FitWood’s solution? To combine trendy bodyweight training with sustainability, Scandinavian design and Nordic wood to create a new product category of ‘design home fitness equipment’.
The wood for FitWood’s products come from certified forests. All the materials are free from harmful chemicals and the focus is on making products that please the eye, are easy to use and can last a lifetime. While this puts a premium on the price, Kukkonen believes there are plenty of consumers that share these values.
A perfect example of FitWood’s design approach is its latest innovation, a coffee table that doubles as a training bench. It looks like a nice wooden table with a glass cover, but Kukkonen ensures you only need to move the glass away to use it for a whole-body workout complete with box jumps, steps up or bench presses.
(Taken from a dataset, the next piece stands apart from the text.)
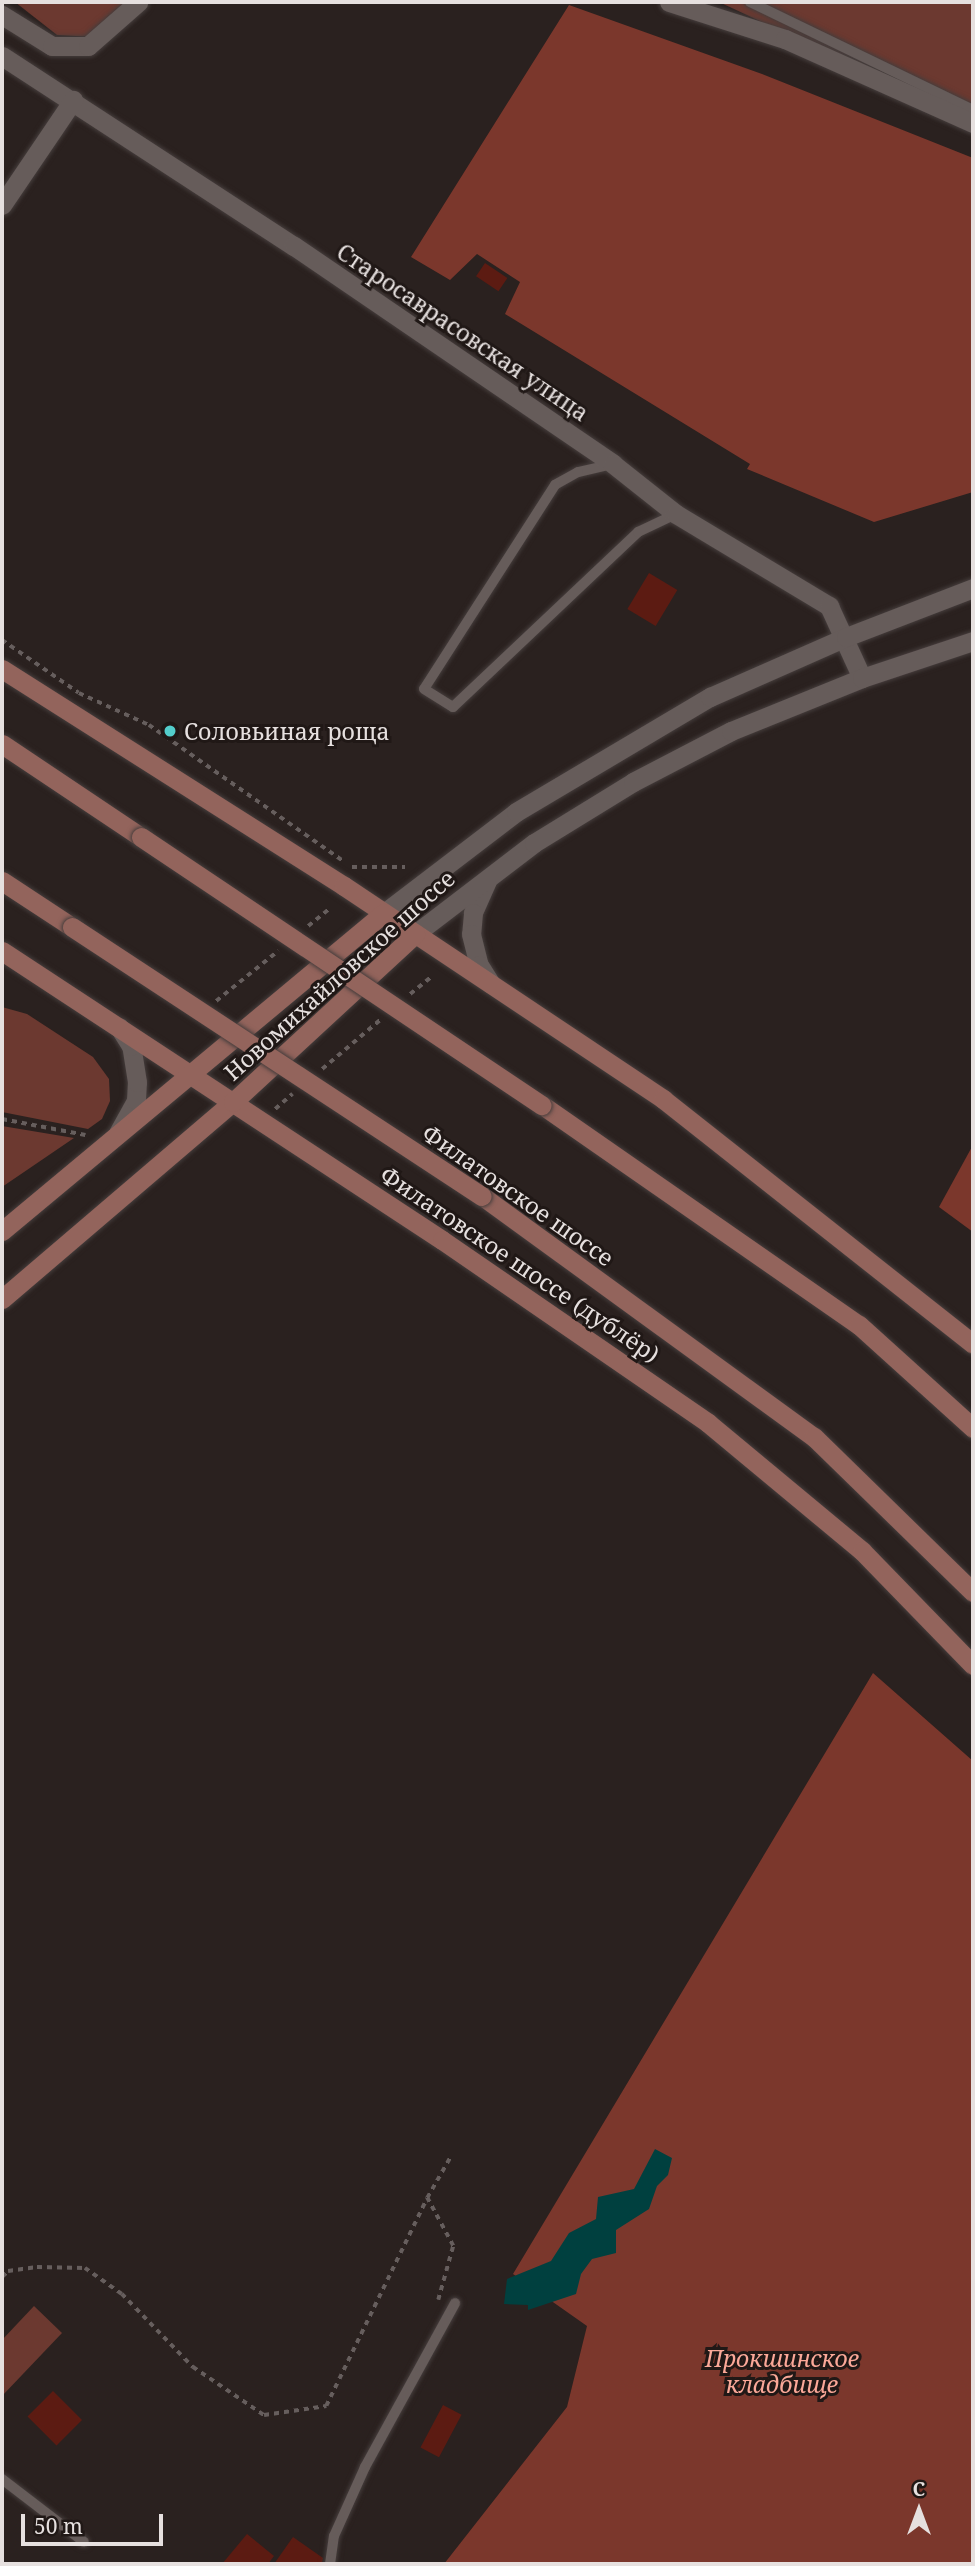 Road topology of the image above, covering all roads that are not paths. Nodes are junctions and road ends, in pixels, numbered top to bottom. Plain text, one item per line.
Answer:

Parts of the table can even be used as weights.
Sports background
Kukkonen’s interest in our wellbeing stems from years of competing as a national level sprinter. Some 10 years ago he started his first foray into entrepreneurship with an online sports retail business, but a busy schedule left training at home as his only option. Now Kukkonen is pouring his business and sport experiences into developing new products for FitWood.
“I had been thinking for some time that while my business was Finland-oriented, I would like to focus more on exports,” he explains. “Something that would also offer bigger opportunities for growth.”
Meeting his current business partner Ossi Numminen three years ago provided the final push Kukkonen needed. FitWood was started in the summer 2015 and its first products hit the shelves six months later in time for the Christmas season. Now the company has nine products in its catalogue, its first retail partners outside Finland and customers as far away as the US.
To fail is to learn
Today FitWood’s products are more useful to Kukkonen than ever as he and his six-member team are busy building an international distribution network, continuing product development and creating brand awareness.
Furthermore, the company just closed a successful round on Finnish equity crowdfunding platform Invesdor, raising over 100 000 euros. But there have also been missteps on the way. In early 2017 FitWood decided to try its luck on popular US crowdfunding site Kickstarter, but the campaign failed to gain attention.
For Kukkonen this was an important lesson on preparation: “The significance of your own contacts is much bigger in these campaigns than people understand. If you just launch a campaign without commitments from investors in advance, people will not find it.”
His advice now is to do proper groundwork to get key people on board who can help get a campaign off to a flying start. This will then attract other supporters. Kukkonen also emphasises that crowdfunding is not suitable for all types of products.
But for FitWood it proved to be the second time lucky and now the company is ready to add weight to its international push. When your ambition is to create a new product category, you want top spot on the podium.